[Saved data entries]
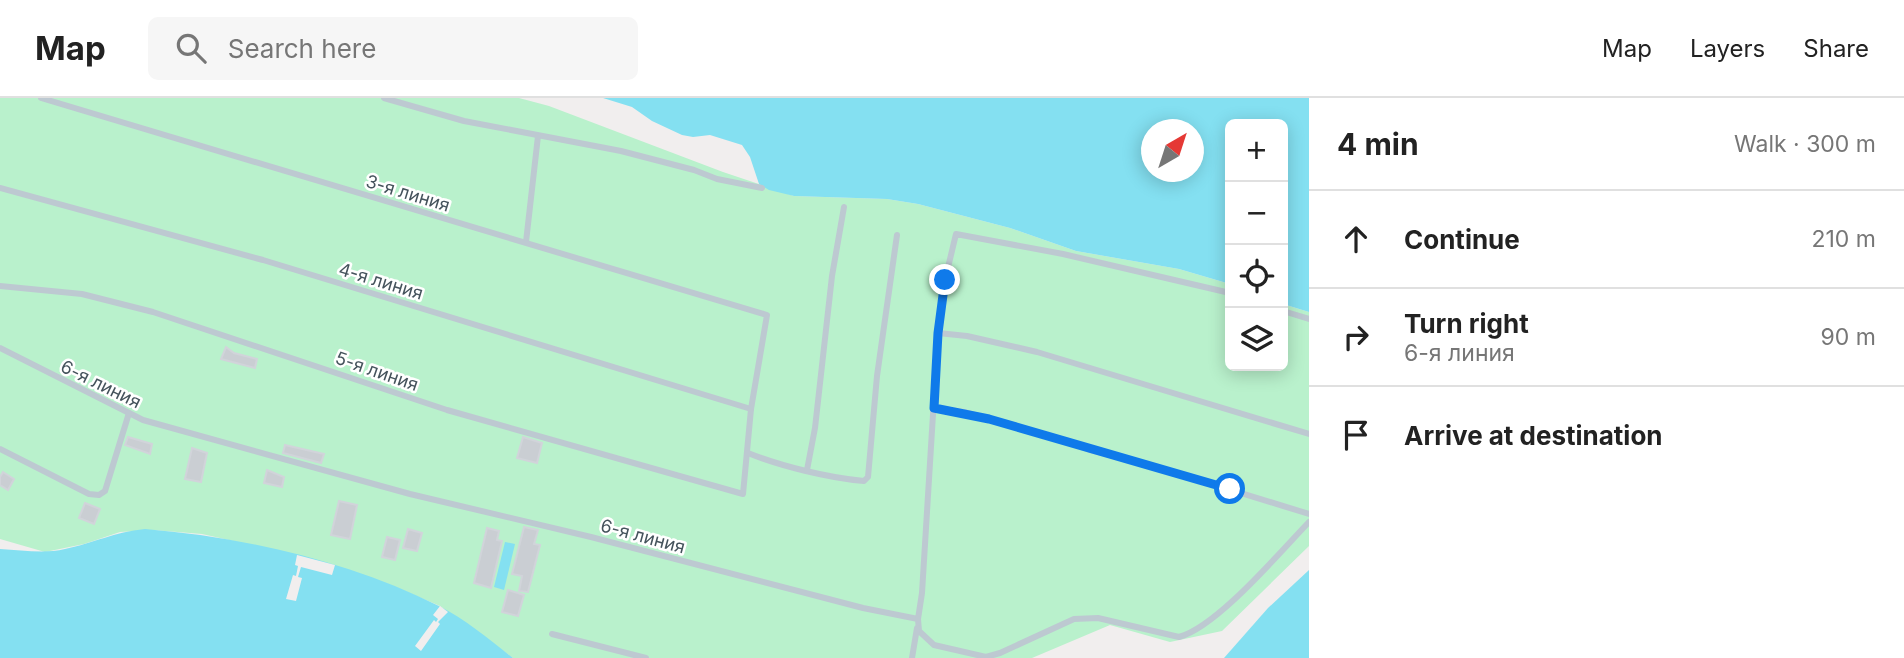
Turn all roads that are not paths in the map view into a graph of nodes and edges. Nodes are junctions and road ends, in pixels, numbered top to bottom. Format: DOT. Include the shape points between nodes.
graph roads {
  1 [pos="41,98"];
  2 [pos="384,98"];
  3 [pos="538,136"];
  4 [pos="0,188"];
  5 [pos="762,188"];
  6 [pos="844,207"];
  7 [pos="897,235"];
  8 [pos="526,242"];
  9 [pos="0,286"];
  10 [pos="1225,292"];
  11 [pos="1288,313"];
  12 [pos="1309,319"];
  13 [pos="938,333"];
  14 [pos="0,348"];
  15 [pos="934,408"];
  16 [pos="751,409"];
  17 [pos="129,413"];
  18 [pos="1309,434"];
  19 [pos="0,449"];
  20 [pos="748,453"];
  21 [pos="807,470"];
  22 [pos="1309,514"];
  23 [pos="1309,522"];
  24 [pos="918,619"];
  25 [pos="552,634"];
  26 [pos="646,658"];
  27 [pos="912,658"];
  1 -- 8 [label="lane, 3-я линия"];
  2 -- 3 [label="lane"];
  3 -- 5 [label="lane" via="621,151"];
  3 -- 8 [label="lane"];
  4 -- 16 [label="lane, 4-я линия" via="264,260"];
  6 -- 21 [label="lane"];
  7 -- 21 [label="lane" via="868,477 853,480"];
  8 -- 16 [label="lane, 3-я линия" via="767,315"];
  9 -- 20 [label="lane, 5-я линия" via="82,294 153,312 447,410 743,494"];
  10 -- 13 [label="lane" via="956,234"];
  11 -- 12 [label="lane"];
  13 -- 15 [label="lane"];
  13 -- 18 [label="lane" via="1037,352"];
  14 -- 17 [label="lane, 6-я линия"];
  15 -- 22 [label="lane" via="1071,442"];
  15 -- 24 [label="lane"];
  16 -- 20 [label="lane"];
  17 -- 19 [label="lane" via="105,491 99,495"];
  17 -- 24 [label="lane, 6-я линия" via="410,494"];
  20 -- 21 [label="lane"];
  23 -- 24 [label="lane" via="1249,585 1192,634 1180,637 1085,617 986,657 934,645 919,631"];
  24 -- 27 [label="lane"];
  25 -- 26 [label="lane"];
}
* * *
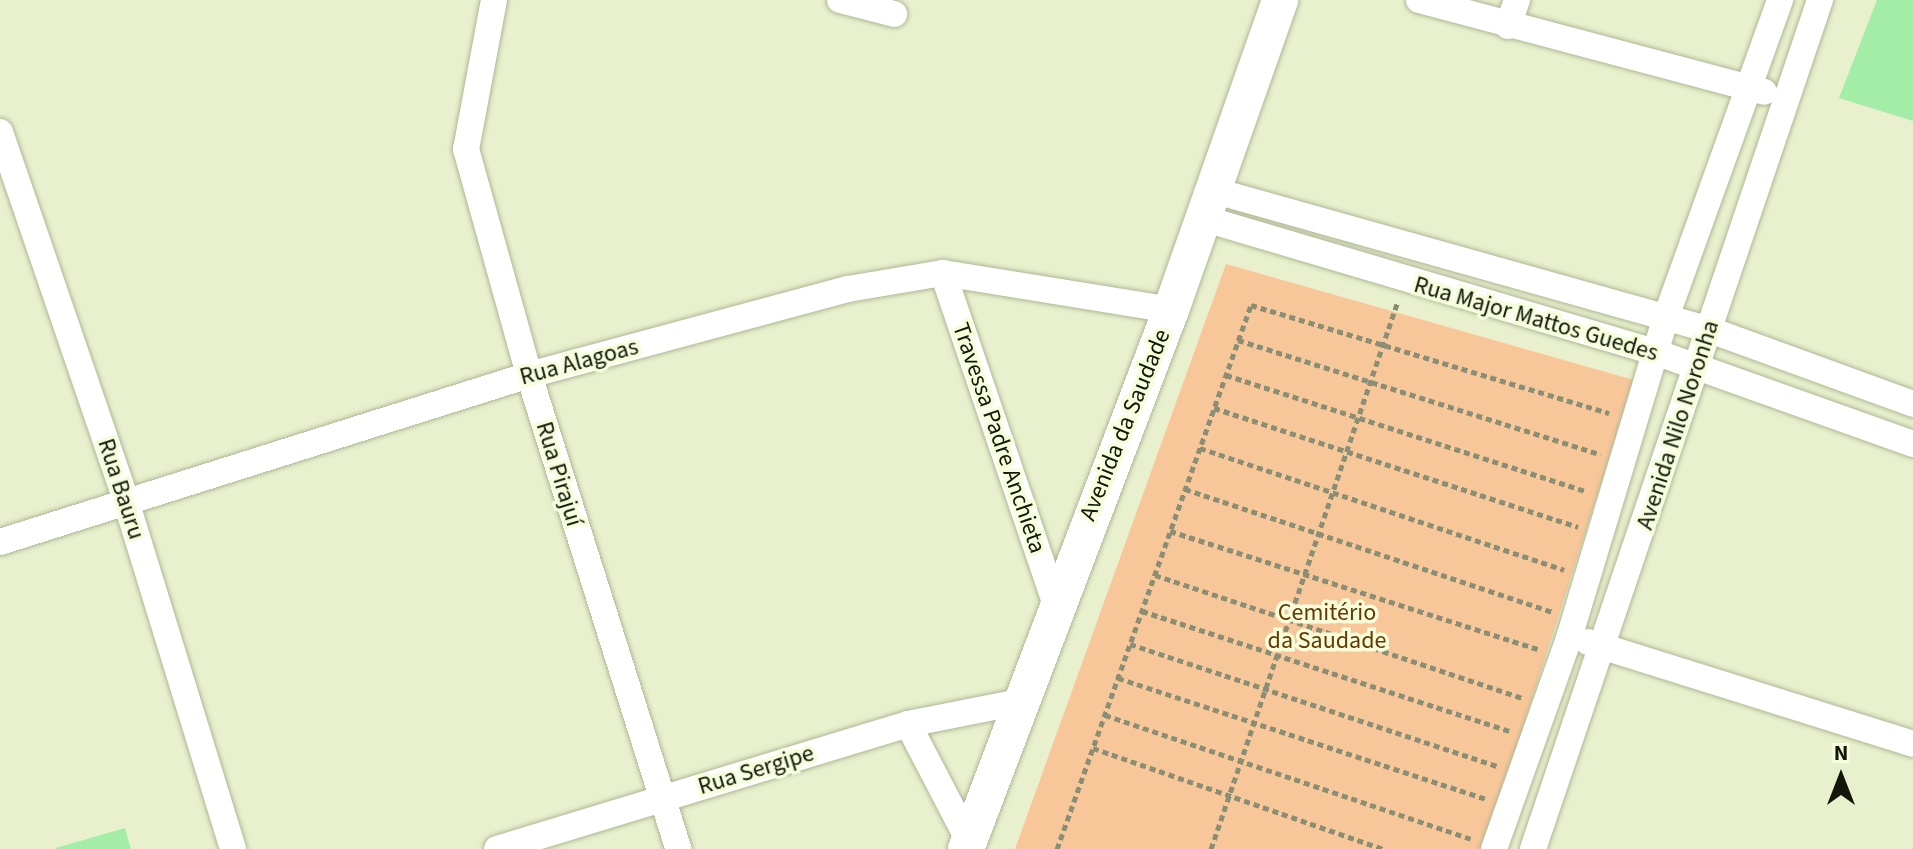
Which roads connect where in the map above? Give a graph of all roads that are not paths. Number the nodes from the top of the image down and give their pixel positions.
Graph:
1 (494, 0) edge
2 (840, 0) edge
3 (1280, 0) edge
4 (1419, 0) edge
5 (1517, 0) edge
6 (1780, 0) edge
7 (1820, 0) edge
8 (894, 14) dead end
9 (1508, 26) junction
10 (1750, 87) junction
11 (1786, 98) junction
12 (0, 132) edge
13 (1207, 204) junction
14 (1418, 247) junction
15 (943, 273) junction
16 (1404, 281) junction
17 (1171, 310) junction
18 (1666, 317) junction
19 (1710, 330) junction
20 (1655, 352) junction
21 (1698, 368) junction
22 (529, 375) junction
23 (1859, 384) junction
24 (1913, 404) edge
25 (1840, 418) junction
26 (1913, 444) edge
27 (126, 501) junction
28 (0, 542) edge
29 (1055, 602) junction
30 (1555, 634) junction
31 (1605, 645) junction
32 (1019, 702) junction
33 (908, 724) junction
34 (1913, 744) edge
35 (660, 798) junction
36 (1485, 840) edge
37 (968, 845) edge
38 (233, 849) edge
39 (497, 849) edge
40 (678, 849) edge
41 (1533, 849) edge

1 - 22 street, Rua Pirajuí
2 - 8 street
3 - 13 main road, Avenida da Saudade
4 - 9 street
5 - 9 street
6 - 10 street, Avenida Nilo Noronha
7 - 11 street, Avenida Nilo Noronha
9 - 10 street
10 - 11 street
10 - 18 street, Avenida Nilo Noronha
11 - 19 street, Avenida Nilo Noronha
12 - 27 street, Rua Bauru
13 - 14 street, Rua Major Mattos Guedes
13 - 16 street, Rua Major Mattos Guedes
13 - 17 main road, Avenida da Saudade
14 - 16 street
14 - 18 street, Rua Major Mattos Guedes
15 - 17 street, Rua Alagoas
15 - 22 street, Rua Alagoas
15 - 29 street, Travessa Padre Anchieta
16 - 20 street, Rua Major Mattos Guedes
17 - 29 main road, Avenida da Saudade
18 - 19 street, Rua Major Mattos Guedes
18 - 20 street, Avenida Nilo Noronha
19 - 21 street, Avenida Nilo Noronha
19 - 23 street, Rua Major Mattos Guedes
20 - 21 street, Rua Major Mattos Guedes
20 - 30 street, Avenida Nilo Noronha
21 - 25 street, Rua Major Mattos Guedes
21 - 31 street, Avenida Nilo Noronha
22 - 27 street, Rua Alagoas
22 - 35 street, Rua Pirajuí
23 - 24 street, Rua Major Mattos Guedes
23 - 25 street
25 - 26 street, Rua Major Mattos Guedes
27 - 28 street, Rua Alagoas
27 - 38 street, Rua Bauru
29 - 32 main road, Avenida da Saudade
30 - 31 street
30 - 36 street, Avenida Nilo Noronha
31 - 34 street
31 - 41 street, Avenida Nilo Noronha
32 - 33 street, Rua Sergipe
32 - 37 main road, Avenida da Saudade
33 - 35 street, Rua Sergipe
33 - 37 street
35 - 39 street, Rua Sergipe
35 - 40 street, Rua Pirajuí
---
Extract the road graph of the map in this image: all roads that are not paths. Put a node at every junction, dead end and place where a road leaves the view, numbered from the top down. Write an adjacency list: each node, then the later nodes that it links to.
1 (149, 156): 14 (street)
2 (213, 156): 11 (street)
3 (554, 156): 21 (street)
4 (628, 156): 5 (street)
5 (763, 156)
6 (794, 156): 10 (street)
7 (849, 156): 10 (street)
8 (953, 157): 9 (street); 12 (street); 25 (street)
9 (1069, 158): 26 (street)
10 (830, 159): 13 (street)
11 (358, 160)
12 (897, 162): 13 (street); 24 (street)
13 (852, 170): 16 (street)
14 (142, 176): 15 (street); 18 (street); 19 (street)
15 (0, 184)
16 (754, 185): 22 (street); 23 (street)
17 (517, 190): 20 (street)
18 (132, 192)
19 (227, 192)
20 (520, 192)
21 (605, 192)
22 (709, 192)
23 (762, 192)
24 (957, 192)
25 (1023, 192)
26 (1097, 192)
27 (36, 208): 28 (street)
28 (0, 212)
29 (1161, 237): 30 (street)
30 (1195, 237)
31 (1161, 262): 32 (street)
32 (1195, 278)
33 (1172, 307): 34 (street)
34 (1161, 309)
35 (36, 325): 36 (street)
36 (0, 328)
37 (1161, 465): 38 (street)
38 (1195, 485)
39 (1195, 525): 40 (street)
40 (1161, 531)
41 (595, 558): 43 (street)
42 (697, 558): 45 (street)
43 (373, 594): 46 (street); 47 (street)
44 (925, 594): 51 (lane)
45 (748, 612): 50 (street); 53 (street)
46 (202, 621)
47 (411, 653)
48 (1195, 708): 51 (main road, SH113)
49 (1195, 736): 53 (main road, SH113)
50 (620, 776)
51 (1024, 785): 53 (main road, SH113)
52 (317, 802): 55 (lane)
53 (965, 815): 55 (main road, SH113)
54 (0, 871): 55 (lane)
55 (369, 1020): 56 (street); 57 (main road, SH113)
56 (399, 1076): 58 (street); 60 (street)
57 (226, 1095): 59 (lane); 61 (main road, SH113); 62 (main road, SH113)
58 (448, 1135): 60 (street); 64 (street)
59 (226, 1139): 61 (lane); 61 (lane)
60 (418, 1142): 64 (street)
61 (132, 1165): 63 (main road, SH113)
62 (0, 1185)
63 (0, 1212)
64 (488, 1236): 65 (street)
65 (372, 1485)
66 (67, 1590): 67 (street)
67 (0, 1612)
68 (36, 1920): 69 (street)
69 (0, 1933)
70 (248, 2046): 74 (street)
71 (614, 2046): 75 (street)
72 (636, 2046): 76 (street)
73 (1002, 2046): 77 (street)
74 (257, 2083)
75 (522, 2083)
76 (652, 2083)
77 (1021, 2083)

- [Assignment]
Filter the entries above and return only the lines holding "where".

- [Response box]
Which roads connect where in the map above? Give a graph of all roads that are not paths. Number the nodes from the top of the image down and give their pixel positions.
Extract the road graph of the map in this image: all roads that are not paths. Put a node at every junction, dead end and place where a road leaves the view, numbered from the top down. Write an adjacency list: each node, then the later nodes that it links to.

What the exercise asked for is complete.